Winston Churchill with FDR at the White House in the 1940s

Amid the worsening economic picture, political leaders across the globe are under attack for their lack of leadership and failure to inspire confidence in their constituencies in the face of mounting global problems. President Obama especially has been criticized as too aloof and lacking direction, particularly from rightwing commentators. During the recent CNN Tea Party debate, Mitt Romney stated that, if elected president, he would have a bust of Winston Churchill in the White House. The message Mitt Romney attempted to send was clear: strong political leadership could overcome even the most severe political crisis, and that he, Romney, would follow in Churchill’s footsteps. We often forget, however, that it not only takes charisma and extraordinary ability to inspire greatness in a leader, but more importantly, the right timing.

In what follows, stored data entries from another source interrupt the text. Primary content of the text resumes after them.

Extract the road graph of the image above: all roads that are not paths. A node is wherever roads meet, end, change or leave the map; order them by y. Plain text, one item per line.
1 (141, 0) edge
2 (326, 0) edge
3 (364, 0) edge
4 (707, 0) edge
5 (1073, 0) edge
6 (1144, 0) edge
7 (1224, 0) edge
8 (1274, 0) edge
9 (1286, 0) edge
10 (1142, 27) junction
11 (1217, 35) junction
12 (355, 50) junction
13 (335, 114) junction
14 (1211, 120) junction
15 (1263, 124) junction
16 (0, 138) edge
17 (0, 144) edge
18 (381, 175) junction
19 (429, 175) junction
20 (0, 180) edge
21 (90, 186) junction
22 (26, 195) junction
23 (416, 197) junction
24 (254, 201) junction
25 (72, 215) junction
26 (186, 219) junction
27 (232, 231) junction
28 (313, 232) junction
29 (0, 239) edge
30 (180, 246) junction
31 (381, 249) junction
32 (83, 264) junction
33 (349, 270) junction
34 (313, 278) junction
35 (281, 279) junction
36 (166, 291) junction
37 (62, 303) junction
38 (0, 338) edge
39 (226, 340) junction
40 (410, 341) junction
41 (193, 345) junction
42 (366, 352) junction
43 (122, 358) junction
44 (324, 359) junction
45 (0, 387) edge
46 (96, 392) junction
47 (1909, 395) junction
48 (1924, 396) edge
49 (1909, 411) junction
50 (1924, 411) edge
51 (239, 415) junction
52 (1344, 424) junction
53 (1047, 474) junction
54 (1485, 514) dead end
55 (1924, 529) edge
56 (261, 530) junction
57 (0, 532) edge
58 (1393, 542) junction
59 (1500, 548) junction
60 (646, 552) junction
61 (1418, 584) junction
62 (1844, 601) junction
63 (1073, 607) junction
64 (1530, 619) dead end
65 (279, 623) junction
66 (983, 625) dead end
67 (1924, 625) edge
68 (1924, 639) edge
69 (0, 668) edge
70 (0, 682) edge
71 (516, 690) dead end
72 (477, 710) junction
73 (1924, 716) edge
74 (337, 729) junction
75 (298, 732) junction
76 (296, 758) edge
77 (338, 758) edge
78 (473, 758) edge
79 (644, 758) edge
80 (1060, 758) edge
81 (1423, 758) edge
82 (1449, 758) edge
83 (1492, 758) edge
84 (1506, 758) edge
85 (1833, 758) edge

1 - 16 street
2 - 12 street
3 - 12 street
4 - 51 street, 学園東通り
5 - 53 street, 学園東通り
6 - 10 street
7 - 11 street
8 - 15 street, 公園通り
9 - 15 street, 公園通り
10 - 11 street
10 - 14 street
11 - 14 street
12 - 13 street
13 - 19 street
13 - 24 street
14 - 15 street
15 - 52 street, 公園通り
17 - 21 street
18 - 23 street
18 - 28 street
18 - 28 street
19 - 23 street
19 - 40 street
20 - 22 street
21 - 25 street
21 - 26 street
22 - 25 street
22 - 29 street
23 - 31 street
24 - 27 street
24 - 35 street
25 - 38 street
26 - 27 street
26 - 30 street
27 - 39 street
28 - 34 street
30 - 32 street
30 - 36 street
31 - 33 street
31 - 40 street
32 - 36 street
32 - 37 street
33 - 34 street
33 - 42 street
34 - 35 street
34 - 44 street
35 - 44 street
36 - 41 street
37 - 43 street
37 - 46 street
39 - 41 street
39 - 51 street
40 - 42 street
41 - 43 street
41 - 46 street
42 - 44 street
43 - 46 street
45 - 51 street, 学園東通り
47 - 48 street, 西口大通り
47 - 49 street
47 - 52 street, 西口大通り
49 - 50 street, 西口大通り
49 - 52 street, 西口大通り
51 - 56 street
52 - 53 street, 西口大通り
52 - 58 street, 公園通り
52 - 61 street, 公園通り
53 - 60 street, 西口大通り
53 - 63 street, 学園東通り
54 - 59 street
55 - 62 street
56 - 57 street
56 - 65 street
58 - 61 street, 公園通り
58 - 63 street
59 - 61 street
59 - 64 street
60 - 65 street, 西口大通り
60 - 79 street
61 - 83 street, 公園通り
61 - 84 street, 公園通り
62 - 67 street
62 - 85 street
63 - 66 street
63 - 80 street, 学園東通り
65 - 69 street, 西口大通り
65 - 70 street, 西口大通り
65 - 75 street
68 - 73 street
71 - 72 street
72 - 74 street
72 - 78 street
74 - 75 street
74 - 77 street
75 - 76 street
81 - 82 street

References to Winston Churchill are nothing new. Every U.S. President post-1945 is bound to be compared to him. Churchill, however, did not do very well during peace times. A great wartime leader, Churchill pursued a disastrous anti-independence policy vis-à-vis India in the 1930s and had an insignificant second premiership in the 1950s—not to mention his mediocre term as Chancellor of the Exchequer in the 1920s. Nevertheless, Winston Churchill is considered the greatest Briton of the 20th century. He became Prime Minister in June 1940, when Britain alone stood defiant against the Nazi war machine, and in the words of Isaiah Berlin, mobilized the English language for war. He was the right man in the right spot at the right time.